__Source data__:
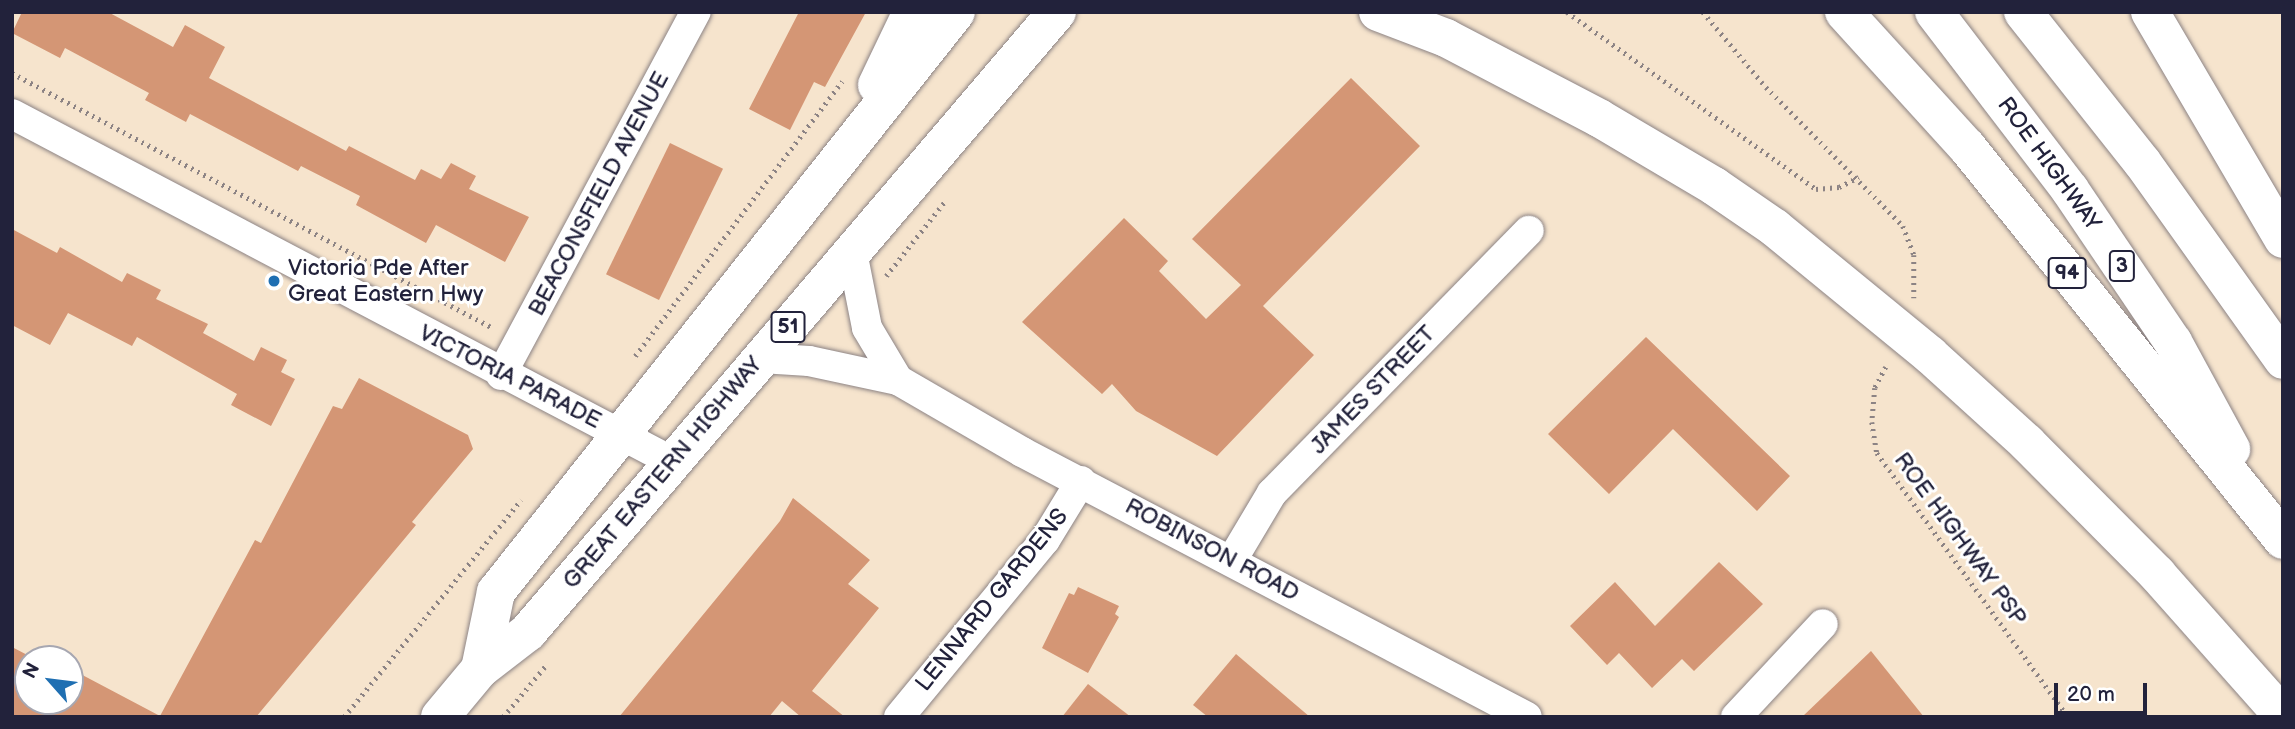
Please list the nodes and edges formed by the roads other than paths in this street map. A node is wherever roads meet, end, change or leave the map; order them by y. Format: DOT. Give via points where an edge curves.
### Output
graph roads {
  1 [pos="696,12"];
  2 [pos="912,12"];
  3 [pos="956,12"];
  4 [pos="1057,12"];
  5 [pos="1378,12"];
  6 [pos="1844,12"];
  7 [pos="1934,12"];
  8 [pos="2023,12"];
  9 [pos="2150,12"];
  10 [pos="12,114"];
  11 [pos="795,213"];
  12 [pos="1529,231"];
  13 [pos="2283,239"];
  14 [pos="852,251"];
  15 [pos="761,358"];
  16 [pos="2283,360"];
  17 [pos="501,375"];
  18 [pos="898,380"];
  19 [pos="623,433"];
  20 [pos="673,462"];
  21 [pos="1081,481"];
  22 [pos="2283,540"];
  23 [pos="1232,560"];
  24 [pos="1823,624"];
  25 [pos="480,669"];
  26 [pos="2283,716"];
  27 [pos="440,717"];
  28 [pos="899,717"];
  29 [pos="1527,717"];
  30 [pos="1736,717"];
  1 -- 17 [label="street, BEACONSFIELD AVENUE"];
  2 -- 11 [label="highway" via="867,105"];
  3 -- 11 [label="highway, GREAT EASTERN HIGHWAY / 51"];
  4 -- 14 [label="highway, GREAT EASTERN HIGHWAY / 51"];
  5 -- 26 [label="highway" via="1446,38 1599,118 1775,228 1930,355 2027,443 2157,574"];
  6 -- 22 [label="highway, 94" via="1967,147"];
  7 -- 22 [label="highway, ROE HIGHWAY / 3" via="2070,190 2174,342"];
  8 -- 16 [label="highway" via="2142,162"];
  9 -- 13 [label="highway"];
  10 -- 17 [label="street, VICTORIA PARADE"];
  11 -- 19 [label="highway, GREAT EASTERN HIGHWAY / 51"];
  12 -- 23 [label="street, JAMES STREET" via="1272,493"];
  14 -- 15 [label="highway, GREAT EASTERN HIGHWAY / 51"];
  14 -- 18 [label="street" via="867,328"];
  15 -- 18 [label="street, ROBINSON ROAD" via="809,361"];
  15 -- 20 [label="highway, GREAT EASTERN HIGHWAY / 51"];
  17 -- 19 [label="street, VICTORIA PARADE"];
  18 -- 21 [label="street, ROBINSON ROAD"];
  19 -- 20 [label="street, VICTORIA PARADE"];
  19 -- 25 [label="highway, GREAT EASTERN HIGHWAY / 51" via="496,592"];
  20 -- 25 [label="highway, GREAT EASTERN HIGHWAY / 51" via="528,632"];
  21 -- 23 [label="street, ROBINSON ROAD"];
  21 -- 28 [label="street, LENNARD GARDENS" via="1045,540"];
  23 -- 29 [label="street, ROBINSON ROAD"];
  24 -- 30 [label="street"];
  25 -- 27 [label="highway, GREAT EASTERN HIGHWAY / 51"];
}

__How to complete this task__: Omit every picture, and otherwise quote the entries exactly.

__Solved exercise__:
Please list the nodes and edges formed by the roads other than paths in this street map. A node is wherever roads meet, end, change or leave the map; order them by y. Format: DOT. Give via points where an edge curves.
### Output
graph roads {
  1 [pos="696,12"];
  2 [pos="912,12"];
  3 [pos="956,12"];
  4 [pos="1057,12"];
  5 [pos="1378,12"];
  6 [pos="1844,12"];
  7 [pos="1934,12"];
  8 [pos="2023,12"];
  9 [pos="2150,12"];
  10 [pos="12,114"];
  11 [pos="795,213"];
  12 [pos="1529,231"];
  13 [pos="2283,239"];
  14 [pos="852,251"];
  15 [pos="761,358"];
  16 [pos="2283,360"];
  17 [pos="501,375"];
  18 [pos="898,380"];
  19 [pos="623,433"];
  20 [pos="673,462"];
  21 [pos="1081,481"];
  22 [pos="2283,540"];
  23 [pos="1232,560"];
  24 [pos="1823,624"];
  25 [pos="480,669"];
  26 [pos="2283,716"];
  27 [pos="440,717"];
  28 [pos="899,717"];
  29 [pos="1527,717"];
  30 [pos="1736,717"];
  1 -- 17 [label="street, BEACONSFIELD AVENUE"];
  2 -- 11 [label="highway" via="867,105"];
  3 -- 11 [label="highway, GREAT EASTERN HIGHWAY / 51"];
  4 -- 14 [label="highway, GREAT EASTERN HIGHWAY / 51"];
  5 -- 26 [label="highway" via="1446,38 1599,118 1775,228 1930,355 2027,443 2157,574"];
  6 -- 22 [label="highway, 94" via="1967,147"];
  7 -- 22 [label="highway, ROE HIGHWAY / 3" via="2070,190 2174,342"];
  8 -- 16 [label="highway" via="2142,162"];
  9 -- 13 [label="highway"];
  10 -- 17 [label="street, VICTORIA PARADE"];
  11 -- 19 [label="highway, GREAT EASTERN HIGHWAY / 51"];
  12 -- 23 [label="street, JAMES STREET" via="1272,493"];
  14 -- 15 [label="highway, GREAT EASTERN HIGHWAY / 51"];
  14 -- 18 [label="street" via="867,328"];
  15 -- 18 [label="street, ROBINSON ROAD" via="809,361"];
  15 -- 20 [label="highway, GREAT EASTERN HIGHWAY / 51"];
  17 -- 19 [label="street, VICTORIA PARADE"];
  18 -- 21 [label="street, ROBINSON ROAD"];
  19 -- 20 [label="street, VICTORIA PARADE"];
  19 -- 25 [label="highway, GREAT EASTERN HIGHWAY / 51" via="496,592"];
  20 -- 25 [label="highway, GREAT EASTERN HIGHWAY / 51" via="528,632"];
  21 -- 23 [label="street, ROBINSON ROAD"];
  21 -- 28 [label="street, LENNARD GARDENS" via="1045,540"];
  23 -- 29 [label="street, ROBINSON ROAD"];
  24 -- 30 [label="street"];
  25 -- 27 [label="highway, GREAT EASTERN HIGHWAY / 51"];
}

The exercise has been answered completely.